TASK GOAL — Which lines below include "Amoreiras"? Copy them all.

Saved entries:

== Segment start ==

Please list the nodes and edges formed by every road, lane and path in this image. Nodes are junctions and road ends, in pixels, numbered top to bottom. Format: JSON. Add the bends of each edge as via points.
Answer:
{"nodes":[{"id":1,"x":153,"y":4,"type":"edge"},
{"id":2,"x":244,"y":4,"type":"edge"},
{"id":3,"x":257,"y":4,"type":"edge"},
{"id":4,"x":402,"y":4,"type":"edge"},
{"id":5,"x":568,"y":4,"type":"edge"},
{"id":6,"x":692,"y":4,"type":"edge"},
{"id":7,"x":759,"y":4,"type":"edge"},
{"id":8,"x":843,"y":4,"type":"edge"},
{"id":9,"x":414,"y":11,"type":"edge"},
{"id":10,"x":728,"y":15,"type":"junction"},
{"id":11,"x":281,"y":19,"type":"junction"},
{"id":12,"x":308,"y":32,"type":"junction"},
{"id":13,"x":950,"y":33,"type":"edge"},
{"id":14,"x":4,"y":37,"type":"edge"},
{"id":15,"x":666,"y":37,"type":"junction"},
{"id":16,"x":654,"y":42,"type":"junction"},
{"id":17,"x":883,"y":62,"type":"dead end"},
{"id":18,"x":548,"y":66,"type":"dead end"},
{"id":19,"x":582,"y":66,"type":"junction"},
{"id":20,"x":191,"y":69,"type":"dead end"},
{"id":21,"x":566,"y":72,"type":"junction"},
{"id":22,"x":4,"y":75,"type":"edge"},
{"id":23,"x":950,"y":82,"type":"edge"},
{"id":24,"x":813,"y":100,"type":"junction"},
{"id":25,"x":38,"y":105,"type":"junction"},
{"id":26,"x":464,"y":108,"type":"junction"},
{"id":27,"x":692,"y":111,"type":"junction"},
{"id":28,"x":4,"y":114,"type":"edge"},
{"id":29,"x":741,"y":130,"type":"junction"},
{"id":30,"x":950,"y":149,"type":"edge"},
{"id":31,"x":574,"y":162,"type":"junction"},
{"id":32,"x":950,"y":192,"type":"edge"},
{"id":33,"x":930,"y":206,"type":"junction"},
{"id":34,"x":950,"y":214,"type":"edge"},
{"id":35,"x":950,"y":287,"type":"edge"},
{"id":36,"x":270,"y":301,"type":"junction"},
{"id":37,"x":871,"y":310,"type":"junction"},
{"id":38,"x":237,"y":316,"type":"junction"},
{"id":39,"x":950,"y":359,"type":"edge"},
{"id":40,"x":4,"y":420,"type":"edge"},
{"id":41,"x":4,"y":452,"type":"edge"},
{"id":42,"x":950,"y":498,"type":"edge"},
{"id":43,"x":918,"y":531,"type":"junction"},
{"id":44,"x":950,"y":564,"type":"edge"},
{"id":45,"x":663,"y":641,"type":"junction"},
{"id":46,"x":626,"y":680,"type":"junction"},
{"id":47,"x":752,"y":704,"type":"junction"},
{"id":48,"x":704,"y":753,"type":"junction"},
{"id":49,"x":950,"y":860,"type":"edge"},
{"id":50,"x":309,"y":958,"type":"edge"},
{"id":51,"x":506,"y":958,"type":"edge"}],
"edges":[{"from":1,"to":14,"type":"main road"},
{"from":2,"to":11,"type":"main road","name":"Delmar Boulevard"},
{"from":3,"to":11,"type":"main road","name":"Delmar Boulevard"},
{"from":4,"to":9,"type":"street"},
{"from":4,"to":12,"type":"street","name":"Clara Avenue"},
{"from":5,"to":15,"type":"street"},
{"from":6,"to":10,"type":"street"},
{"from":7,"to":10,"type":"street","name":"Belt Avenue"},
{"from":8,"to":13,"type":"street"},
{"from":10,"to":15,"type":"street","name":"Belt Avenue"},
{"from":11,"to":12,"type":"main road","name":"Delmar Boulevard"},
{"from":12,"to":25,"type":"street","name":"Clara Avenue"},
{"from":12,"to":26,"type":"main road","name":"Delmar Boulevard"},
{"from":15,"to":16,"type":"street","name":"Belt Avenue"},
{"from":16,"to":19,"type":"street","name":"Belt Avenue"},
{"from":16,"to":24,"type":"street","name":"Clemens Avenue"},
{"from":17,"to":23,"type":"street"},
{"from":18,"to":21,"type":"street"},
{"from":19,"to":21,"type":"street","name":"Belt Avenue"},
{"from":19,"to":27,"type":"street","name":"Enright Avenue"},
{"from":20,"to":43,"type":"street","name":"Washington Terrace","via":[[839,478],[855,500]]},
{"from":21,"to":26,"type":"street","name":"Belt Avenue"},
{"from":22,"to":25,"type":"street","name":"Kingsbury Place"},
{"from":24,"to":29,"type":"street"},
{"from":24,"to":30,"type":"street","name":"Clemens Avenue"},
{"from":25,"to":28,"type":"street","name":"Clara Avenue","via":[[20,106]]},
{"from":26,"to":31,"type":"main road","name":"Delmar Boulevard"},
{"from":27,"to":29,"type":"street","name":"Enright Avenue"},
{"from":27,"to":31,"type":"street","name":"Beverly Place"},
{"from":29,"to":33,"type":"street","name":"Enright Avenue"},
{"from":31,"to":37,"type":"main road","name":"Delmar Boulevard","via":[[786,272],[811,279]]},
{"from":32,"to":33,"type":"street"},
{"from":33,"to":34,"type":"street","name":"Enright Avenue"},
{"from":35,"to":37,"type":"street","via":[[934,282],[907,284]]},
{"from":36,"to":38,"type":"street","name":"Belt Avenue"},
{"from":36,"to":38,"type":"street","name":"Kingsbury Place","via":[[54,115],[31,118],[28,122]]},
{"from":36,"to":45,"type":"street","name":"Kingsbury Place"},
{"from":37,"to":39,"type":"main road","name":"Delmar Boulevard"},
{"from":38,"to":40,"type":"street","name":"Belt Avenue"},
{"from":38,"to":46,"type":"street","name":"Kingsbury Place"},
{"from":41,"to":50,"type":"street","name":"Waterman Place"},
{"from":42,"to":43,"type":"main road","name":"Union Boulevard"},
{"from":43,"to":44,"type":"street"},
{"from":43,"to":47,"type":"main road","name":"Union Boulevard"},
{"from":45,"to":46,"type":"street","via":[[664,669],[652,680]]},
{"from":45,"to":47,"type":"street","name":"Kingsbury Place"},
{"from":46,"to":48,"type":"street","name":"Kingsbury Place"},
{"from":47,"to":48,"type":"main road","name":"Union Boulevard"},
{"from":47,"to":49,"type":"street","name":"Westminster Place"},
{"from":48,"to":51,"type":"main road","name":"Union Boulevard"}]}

== Segment end ==
== Segment start ==

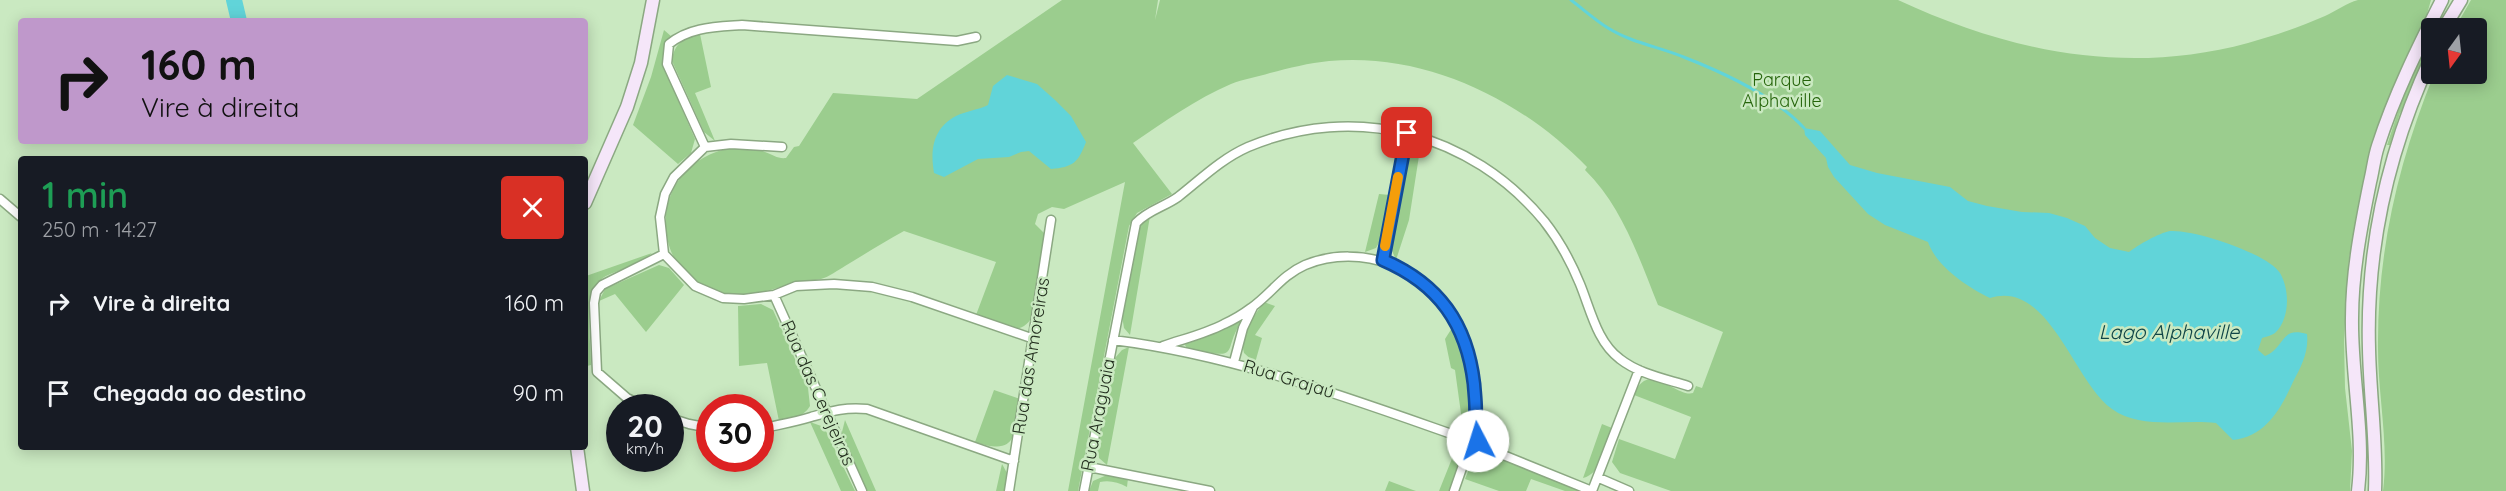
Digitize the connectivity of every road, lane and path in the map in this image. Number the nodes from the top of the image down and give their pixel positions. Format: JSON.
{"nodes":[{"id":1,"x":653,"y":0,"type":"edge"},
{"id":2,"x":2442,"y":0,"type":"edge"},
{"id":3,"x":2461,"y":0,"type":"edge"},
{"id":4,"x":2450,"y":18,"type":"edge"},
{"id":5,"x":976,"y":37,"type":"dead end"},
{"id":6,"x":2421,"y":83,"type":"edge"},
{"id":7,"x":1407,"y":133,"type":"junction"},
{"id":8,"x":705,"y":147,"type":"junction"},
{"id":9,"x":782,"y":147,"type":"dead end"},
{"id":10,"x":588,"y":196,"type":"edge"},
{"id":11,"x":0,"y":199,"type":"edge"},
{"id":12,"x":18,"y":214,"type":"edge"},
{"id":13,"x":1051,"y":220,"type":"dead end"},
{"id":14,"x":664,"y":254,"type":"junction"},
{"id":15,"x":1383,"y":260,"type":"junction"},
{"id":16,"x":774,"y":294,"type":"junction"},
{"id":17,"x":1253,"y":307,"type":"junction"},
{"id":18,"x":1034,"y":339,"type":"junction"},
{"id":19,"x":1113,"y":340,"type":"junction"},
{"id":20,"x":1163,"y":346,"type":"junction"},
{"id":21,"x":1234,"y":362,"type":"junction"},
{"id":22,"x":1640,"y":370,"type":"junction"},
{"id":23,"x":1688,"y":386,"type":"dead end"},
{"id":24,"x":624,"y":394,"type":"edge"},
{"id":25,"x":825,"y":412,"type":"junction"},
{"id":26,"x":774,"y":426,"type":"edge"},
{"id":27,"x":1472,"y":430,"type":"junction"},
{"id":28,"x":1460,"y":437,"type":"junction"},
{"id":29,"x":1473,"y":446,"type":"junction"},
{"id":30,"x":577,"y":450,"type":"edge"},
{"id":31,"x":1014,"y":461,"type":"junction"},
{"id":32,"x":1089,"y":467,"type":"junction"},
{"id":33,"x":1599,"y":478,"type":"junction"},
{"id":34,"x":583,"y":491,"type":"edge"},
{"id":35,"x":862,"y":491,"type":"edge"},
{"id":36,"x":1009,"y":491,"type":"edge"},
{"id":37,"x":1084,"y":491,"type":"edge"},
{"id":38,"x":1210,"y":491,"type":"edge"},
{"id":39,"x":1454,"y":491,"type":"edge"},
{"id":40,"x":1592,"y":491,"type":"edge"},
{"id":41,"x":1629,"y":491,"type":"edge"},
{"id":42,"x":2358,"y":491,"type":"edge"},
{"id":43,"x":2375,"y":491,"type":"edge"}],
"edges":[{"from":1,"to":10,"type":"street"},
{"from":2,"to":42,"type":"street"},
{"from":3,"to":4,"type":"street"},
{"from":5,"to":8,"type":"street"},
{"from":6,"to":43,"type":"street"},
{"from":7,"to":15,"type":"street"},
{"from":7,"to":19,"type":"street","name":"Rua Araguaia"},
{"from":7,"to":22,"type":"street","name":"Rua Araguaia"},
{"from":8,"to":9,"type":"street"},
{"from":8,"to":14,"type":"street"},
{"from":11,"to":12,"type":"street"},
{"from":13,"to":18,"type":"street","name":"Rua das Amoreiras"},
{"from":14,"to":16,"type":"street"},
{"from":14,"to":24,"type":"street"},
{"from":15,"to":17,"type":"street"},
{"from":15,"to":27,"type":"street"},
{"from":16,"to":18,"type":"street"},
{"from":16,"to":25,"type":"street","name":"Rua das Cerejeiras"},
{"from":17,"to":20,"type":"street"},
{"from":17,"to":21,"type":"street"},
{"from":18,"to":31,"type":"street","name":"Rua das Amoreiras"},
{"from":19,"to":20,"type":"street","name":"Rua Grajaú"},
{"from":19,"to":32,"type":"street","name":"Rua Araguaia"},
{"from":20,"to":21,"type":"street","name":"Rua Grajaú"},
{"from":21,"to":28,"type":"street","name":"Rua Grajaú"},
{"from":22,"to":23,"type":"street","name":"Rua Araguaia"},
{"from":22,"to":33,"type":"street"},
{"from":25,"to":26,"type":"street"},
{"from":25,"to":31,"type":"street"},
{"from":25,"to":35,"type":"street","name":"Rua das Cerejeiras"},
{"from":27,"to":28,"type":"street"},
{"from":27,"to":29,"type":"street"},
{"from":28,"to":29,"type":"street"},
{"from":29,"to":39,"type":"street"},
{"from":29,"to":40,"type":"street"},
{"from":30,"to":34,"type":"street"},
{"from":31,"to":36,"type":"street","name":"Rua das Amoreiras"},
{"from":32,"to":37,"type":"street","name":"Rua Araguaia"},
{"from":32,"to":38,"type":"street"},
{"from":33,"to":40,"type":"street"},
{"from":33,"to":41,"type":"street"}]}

== Segment end ==

TASK OUTPUT —
{"from":13,"to":18,"type":"street","name":"Rua das Amoreiras"},
{"from":18,"to":31,"type":"street","name":"Rua das Amoreiras"},
{"from":31,"to":36,"type":"street","name":"Rua das Amoreiras"},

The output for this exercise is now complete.